A war veteran who travelled for five days to save a lion and a wolf from a zoo in war-hit Ukraine previously sold his home to help fight ISIS.
Brits Tim Locks and Jonathan Weaving undertook the 2,600-mile trip after crowdfunding the money.
They yesterday took the wild animals out of the country via a hired minibus as they the crew lifted the creatures out of their enclosures via crane.
The friends then hit the road, taking the lion and wolf to Romania to a zoo in the northeastern city of Radauti.
But they came within a few miles of the frontline with Moscow’s troops close by in the south east of the war-ravaged country.
Fearless Tim said it was hardest thing he has ever done as they beat the curfew by just 35 minutes.
They even declared their cargo as a "lion and a wolf" at checkpoints and despite some stunned looked, they never doubted for a moment they were doing the right thing.
"It took three hours as the crane driver and digger driver didn’t speak a word of English, and we don’t speak Ukrainian, so there was an interpreter who translated everything," the animal lover told Metro.
"We carried the wolf out in one go and got the cage away and got the door shut and it was tea and biscuits all round, with everybody asking how we managed to do it.
"It was quite a nice little zoo with tigers and bears and we stayed for a couple of hours."
"No one thought we would pull it off," he said. "But we managed to get the lion in and he was happy."
It is not the only big statement the 45-year-old has made.

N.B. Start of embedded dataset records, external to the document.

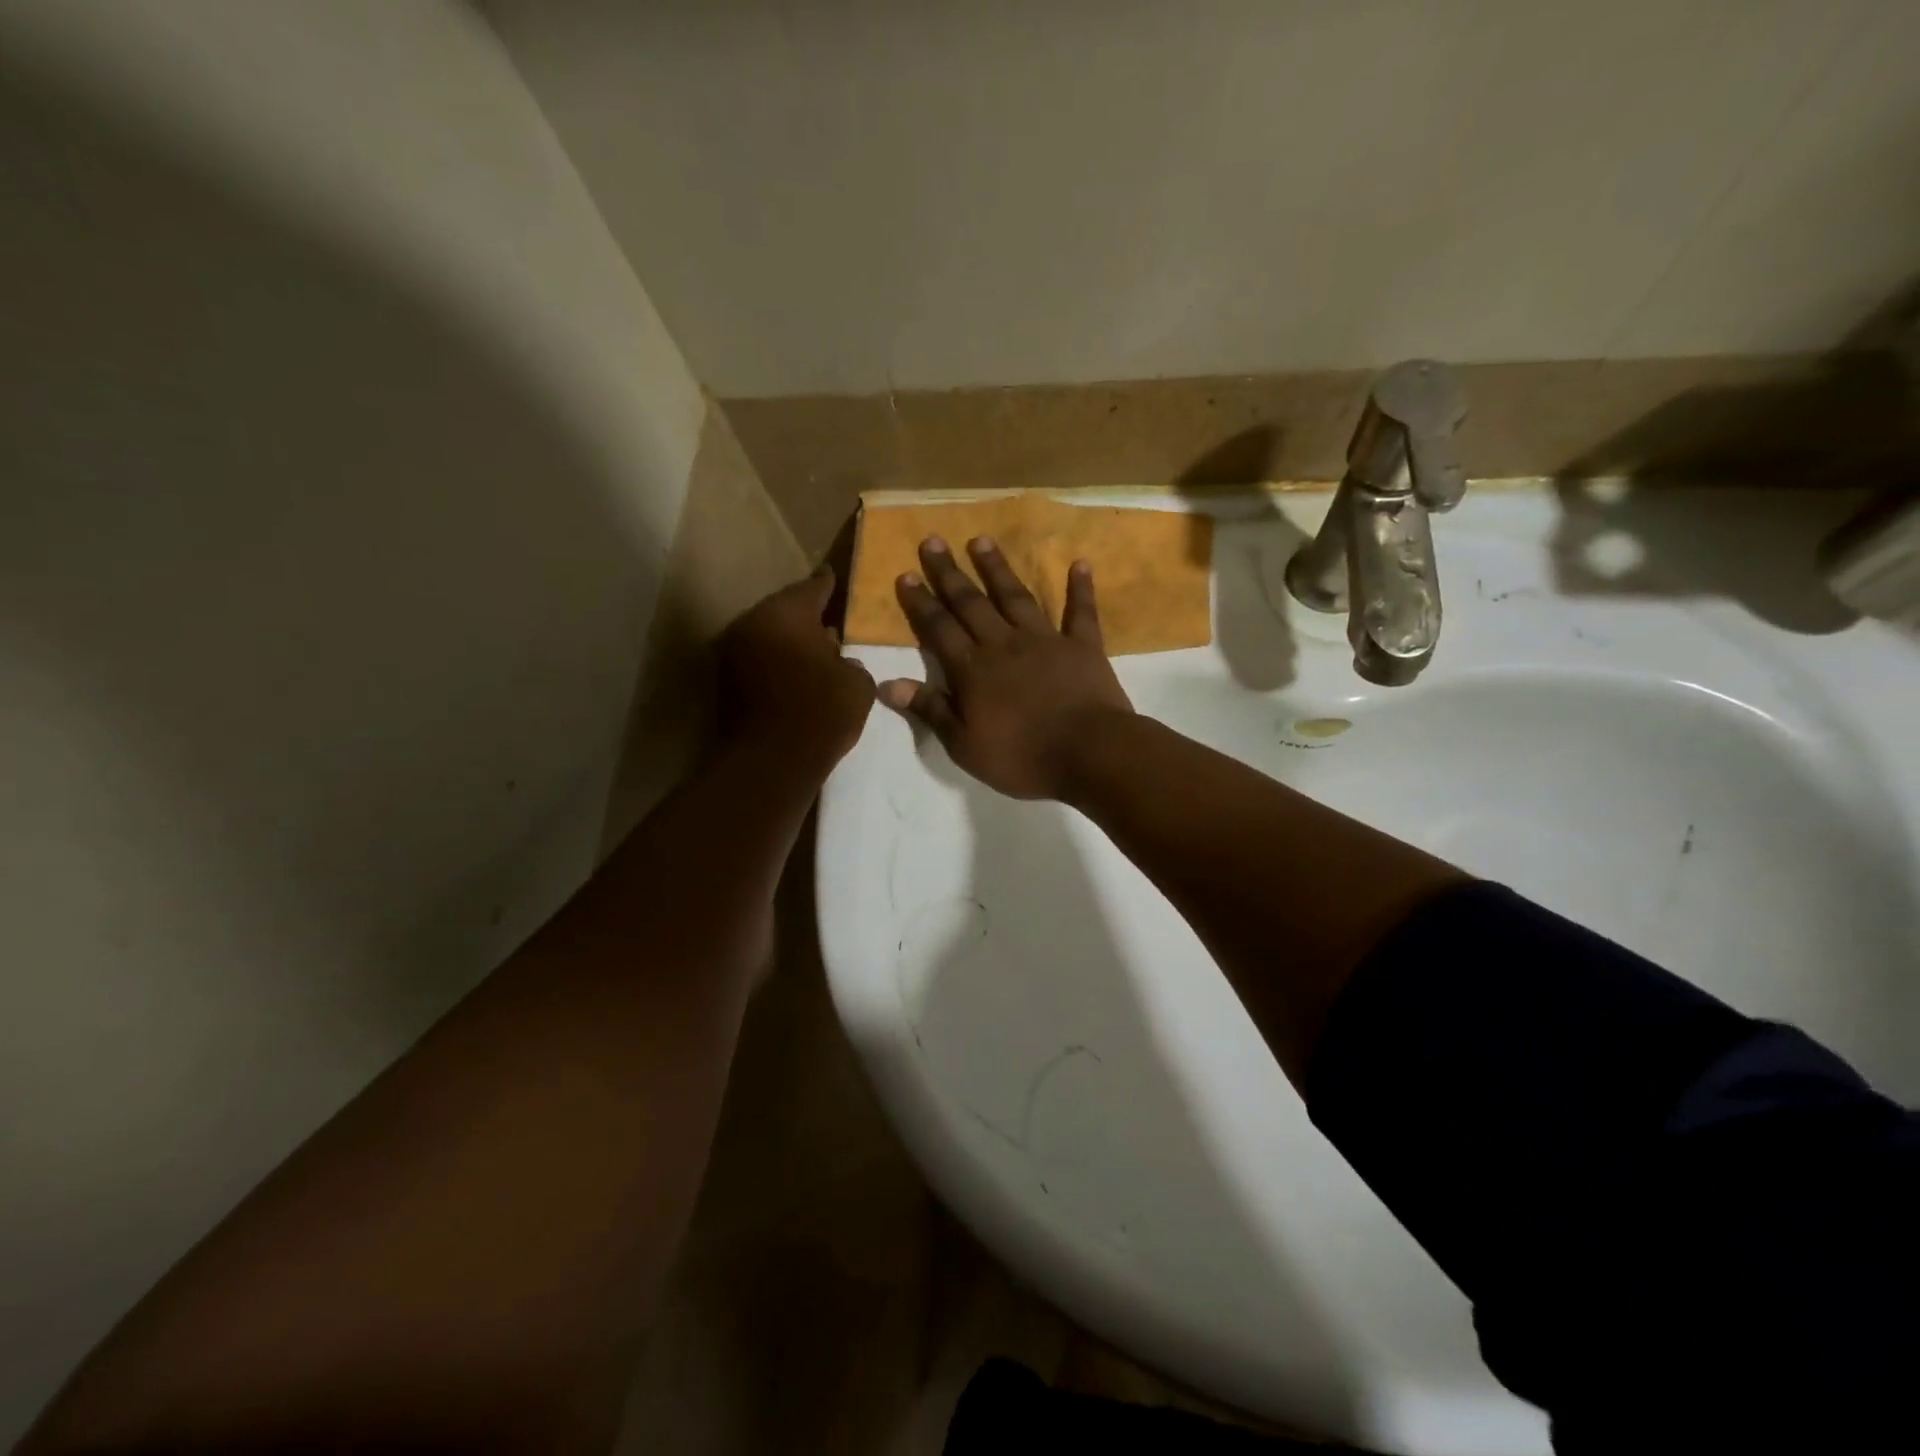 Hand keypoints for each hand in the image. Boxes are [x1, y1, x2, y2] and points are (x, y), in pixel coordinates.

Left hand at [718, 571, 875, 774]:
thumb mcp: (857, 685)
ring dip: (787, 642)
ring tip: (814, 652)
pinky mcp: (722, 682)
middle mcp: (751, 624)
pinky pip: (756, 660)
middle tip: (828, 621)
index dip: (828, 584)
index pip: (812, 588)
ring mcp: (731, 653)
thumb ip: (851, 663)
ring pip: (766, 636)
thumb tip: (841, 661)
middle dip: (805, 616)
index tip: (834, 578)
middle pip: (783, 612)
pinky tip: (795, 676)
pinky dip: (774, 663)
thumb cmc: (820, 713)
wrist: (770, 763)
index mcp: (786, 614)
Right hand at [879, 536, 1133, 799]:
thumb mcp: (964, 745)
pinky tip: (1080, 564)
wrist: (1089, 754)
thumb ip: (930, 710)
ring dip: (998, 568)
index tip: (906, 574)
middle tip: (933, 540)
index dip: (921, 602)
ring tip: (981, 540)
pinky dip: (1080, 588)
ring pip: (1016, 597)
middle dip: (950, 572)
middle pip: (971, 603)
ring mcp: (1046, 641)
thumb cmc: (1022, 757)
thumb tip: (887, 684)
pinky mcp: (1083, 647)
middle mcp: (1004, 644)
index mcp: (973, 670)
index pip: (939, 628)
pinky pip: (1081, 612)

In 2016 he sold everything he owned, including his home, and shut down his construction business after watching news reports of the atrocities carried out by IS terrorists.
Despite no military training he says he relied on "common sense" as he battled alongside Kurds against the Islamic State.
He told the Mirror previously: “I thought, ‘This is the worst thing that’s happening in the world and everyone says they’re appalled but they don’t do anything about it.’
“I started to question myself. I’m saying that people should be doing stuff but what am I doing about it?”
Tim was on the front line in Kurdistan and inside the building had been IS jihadists, also known as Daesh.
He said bluntly: “I didn’t feel anything towards the people I was killing. I had long since stopped seeing Daesh as human, so I had no empathy for them.
“I may as well have been shooting rubber ducks at the fairground.”